Now if Levitt and Dubner had been talking about traffic congestion, that would have been fair enough. (Although the British don’t need any lectures from Americans about road pricing, since London has one of the most sophisticated congestion pricing systems in the world.) But they weren’t talking about roads, they were talking about health care.

And according to Levitt and Dubner, the problem with health care in the U.K. is that “no one pays a penny for it at the point of service.” But how many Americans with “private” health care pay for it at the point of service? Answer: practically no one pays for it out of pocket, at the point of service. In fact, in many private hospitals in the United States, it’s not actually possible to buy health care with a credit card. The economic transaction between health care provider and consumers is everywhere mediated by insurance.

So to characterize a public health care system as “giving away health care for free” is an absurd misunderstanding. Consider the implications of thinking this way — suppose we agree to “think like a freak” and forget all about insurance. Then according to Levitt and Dubner, our society does give away free cars. Just the other day I got a free car. I had a traffic accident, totalled my old car. What did I do? Well I went down to a car dealership and picked out a new one, free of charge, and drove it home. Why was it free? Because the bill got sent to my insurance company. Just like when I got sick the other day, and I went to the doctor, and the bill got sent to my insurance company. (In many parts of Canada, both automobile insurance and health insurance are public. Does this mean that the government is “giving away free cars” the same way that it is “giving away free health care”? Obviously not, in either case.)

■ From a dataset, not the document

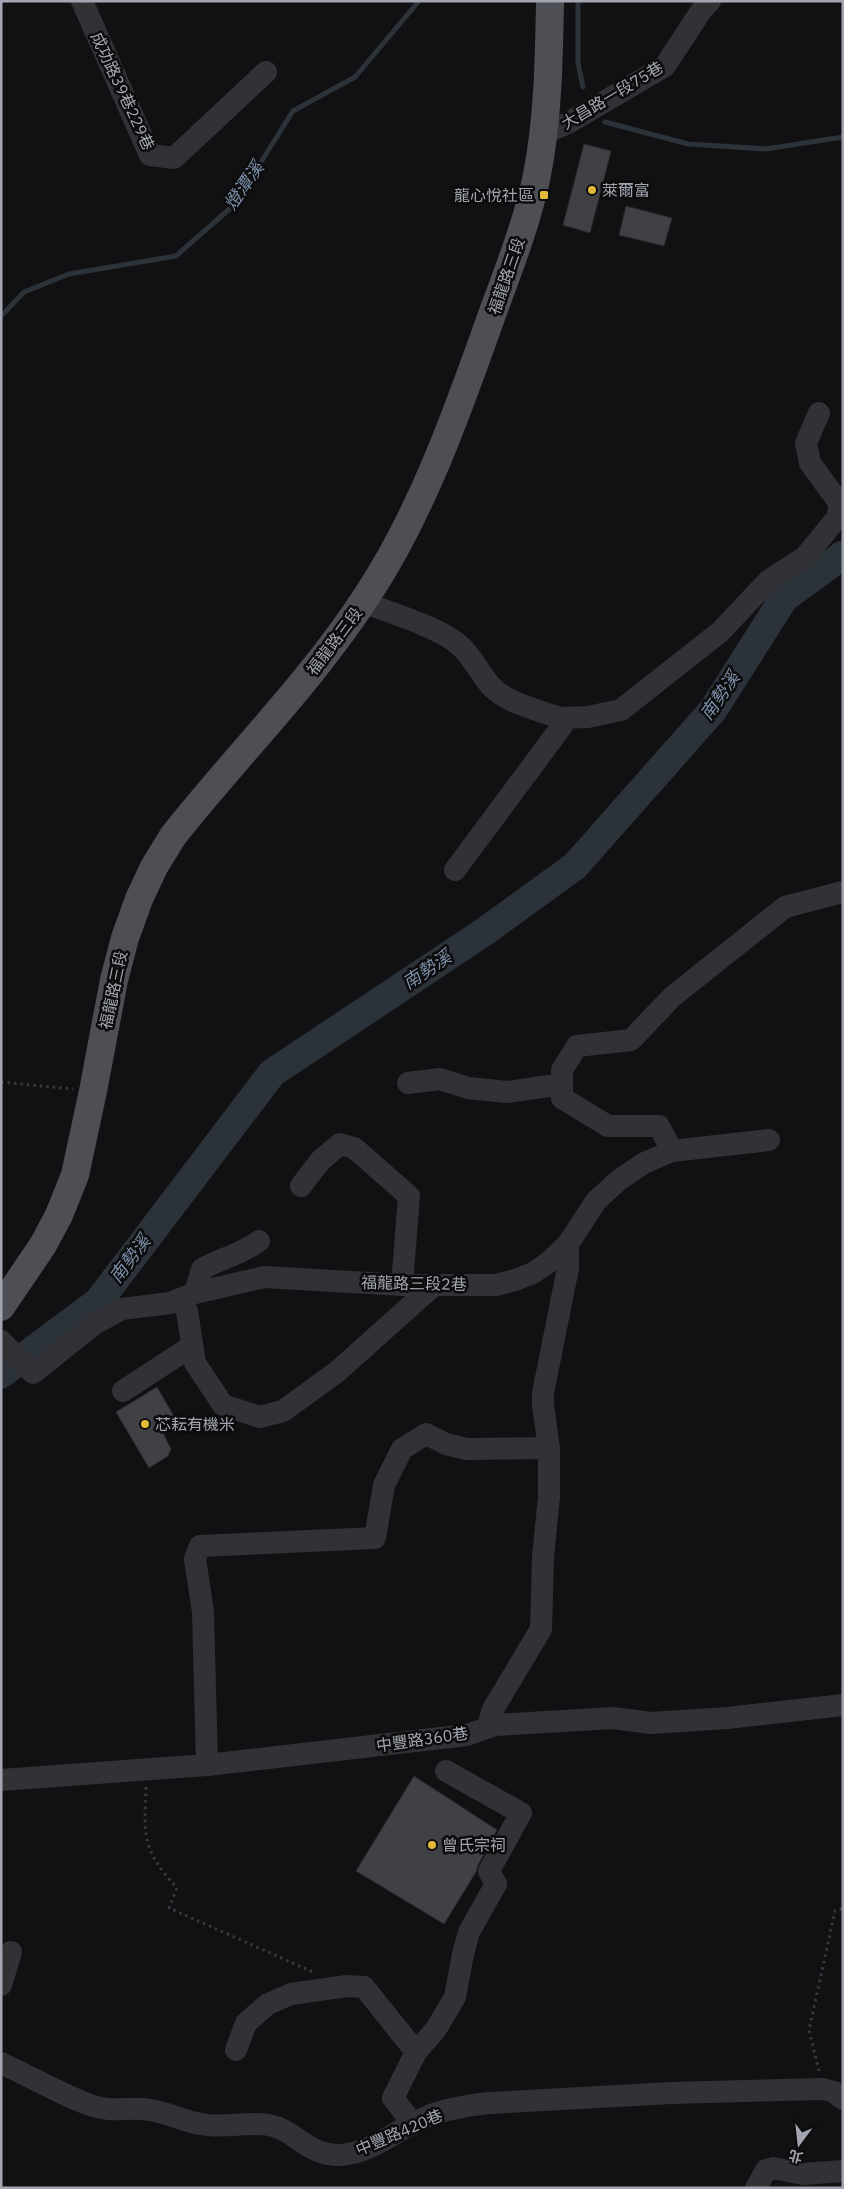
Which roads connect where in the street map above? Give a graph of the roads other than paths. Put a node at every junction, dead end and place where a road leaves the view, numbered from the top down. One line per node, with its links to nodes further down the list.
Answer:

Ah yes, but isn’t it true that when you are covered by insurance, you have a tendency to inflate claims and overconsume? Yes. It’s called moral hazard. It’s a generic feature of all insurance systems, whether public or private, and it’s an issue that is central to the debates over cost containment in both public and private systems. It is also the point of departure of every adult discussion about health care. (This is what Paul Krugman was alluding to, when he said that Levitt and Dubner’s remarks ignored “the insights of Ken Arrow.”) To confuse moral hazard in insurance systems with mispricing in ordinary commodity markets is to commit an elementary error in economic reasoning.

Both Noah Smith and Krugman have raised the obvious empirically-based objection – the idea, again, that a couple of Americans have anything to teach the British about cost-containment in health care is hubristic in the extreme, given the way that “markets” perform in the United States. But neither Smith nor Krugman diagnose the more fundamental conceptual confusion, which involves treating the lack of payment at the point of service as a feature of public provision, rather than of insurance systems generally.

This is all unfortunate, because informed economists do actually have an important, yet counterintuitive, point to make about health care, which is not adequately appreciated by many politicians. It is that the great debates over health care are not really about health care, they’re all about health insurance. Because it is the health insurance markets that are the ones that fail most egregiously, and that therefore require state intervention.